Prenuptial Agreements for Same-Sex Couples in Thailand
Thailand legalised same-sex marriage on 22 January 2025 (effective 23 January 2025) with the Marriage Equality Act, which amended Section 1448 of the Civil and Commercial Code to use the gender-neutral term “two persons” in place of “man and woman”. The same amendment touched the prenuptial agreement provisions: Sections 1465, 1466 and 1467 now apply identically to same-sex couples. Same-sex couples in Thailand can sign and register a Thai prenuptial agreement at the Amphur on the day of their marriage, on identical terms to opposite-sex couples. The 8,900 THB flat fee, the bilingual drafting, the witness requirements and the Amphur registration are unchanged. Sebastien’s firm has prepared prenups for the first wave of same-sex marriages registered in Bangkok in 2025.
Common Pitfalls That Void a Thai Prenup
- Signed but not registered. Section 1466 is strict. Registration must happen at the same Amphur, on the same day as the marriage registration. Signing the day before is fine. Trying to add the prenup the day after is not.
- Wrong number of witnesses. Two witnesses, both signing in person, both physically present.
- Behaviour or fidelity clauses. “If my wife has an affair, she gets nothing” is unenforceable. Thai courts apply Section 1465 strictly: property only.
- Foreign-law clauses. “This agreement is governed by California law” is ignored. Thai courts apply Thai law to assets located in Thailand and to marriages registered in Thailand. Cross-border drafting handles this through narrower scope clauses.

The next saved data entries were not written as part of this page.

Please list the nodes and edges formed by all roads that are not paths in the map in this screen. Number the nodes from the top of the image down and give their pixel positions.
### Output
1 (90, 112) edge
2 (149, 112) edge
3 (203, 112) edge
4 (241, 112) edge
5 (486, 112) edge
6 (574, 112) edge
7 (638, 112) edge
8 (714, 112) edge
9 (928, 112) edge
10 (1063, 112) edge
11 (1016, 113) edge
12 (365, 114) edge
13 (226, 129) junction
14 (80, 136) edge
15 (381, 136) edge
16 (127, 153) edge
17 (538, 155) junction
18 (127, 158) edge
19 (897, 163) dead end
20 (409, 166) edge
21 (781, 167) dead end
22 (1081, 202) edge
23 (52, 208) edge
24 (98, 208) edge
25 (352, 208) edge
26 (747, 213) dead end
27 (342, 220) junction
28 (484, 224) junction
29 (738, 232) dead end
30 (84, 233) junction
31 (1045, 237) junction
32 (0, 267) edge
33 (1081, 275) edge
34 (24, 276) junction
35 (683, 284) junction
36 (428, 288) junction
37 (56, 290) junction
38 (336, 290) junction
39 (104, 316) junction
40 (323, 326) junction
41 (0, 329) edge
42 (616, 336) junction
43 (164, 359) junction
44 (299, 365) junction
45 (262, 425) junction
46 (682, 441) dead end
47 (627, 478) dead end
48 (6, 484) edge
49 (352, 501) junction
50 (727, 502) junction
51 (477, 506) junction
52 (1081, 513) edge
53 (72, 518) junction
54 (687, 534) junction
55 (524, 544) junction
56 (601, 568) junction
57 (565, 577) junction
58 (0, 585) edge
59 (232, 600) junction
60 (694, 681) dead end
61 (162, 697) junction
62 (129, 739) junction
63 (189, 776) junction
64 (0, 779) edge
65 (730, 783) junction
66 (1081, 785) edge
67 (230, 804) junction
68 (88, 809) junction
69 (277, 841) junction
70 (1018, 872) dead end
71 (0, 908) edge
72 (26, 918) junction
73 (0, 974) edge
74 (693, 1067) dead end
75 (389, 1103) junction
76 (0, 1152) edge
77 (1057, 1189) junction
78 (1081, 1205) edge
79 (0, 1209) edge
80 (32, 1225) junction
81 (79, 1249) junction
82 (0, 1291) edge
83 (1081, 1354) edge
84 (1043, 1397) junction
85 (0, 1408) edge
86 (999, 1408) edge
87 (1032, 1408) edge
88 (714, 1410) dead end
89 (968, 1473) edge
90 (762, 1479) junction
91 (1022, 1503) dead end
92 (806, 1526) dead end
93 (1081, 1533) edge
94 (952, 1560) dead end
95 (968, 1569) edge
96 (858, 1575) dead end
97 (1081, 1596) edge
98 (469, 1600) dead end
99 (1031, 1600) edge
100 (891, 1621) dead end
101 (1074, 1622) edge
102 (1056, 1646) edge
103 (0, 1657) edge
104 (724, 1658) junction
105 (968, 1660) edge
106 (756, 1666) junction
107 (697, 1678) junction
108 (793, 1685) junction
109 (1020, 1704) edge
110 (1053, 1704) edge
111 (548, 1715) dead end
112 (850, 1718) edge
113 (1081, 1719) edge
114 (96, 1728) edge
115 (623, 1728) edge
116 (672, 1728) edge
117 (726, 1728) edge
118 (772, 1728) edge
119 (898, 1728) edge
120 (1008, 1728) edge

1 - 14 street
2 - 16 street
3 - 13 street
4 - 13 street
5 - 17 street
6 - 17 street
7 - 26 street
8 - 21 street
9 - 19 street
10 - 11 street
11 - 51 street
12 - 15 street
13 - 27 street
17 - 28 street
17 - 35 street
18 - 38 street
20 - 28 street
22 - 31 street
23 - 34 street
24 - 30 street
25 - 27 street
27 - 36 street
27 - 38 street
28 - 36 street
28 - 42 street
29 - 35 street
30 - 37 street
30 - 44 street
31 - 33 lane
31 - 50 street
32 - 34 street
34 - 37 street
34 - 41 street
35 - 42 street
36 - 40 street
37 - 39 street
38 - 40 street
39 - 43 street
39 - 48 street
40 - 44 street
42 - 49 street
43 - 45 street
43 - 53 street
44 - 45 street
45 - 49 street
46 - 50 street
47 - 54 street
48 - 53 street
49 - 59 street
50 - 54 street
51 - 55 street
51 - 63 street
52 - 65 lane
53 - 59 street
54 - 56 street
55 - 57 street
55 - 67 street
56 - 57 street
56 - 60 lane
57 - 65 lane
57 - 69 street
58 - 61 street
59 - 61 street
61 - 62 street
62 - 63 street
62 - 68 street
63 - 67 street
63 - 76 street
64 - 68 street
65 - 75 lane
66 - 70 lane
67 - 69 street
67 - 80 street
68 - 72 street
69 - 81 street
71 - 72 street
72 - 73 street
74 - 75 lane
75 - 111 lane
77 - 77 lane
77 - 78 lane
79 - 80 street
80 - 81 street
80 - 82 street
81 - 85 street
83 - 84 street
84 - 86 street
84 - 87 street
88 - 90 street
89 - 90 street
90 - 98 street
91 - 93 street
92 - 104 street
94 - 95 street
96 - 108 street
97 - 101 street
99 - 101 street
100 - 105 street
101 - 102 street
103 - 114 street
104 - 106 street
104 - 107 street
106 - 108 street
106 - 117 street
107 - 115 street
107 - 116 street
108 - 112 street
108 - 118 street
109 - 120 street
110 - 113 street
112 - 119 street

- Post-marriage agreements. A property contract signed after the marriage is registered is a postnuptial agreement, not a prenup. Different rules apply, and most are unenforceable without court approval.
- Prenup translations done in-flight. Translation done at the Amphur on the wedding day, by a translator who has not seen the legal context, is the single most common cause of an unenforceable Thai prenup we see. Always translate in advance, with a lawyer reviewing both versions.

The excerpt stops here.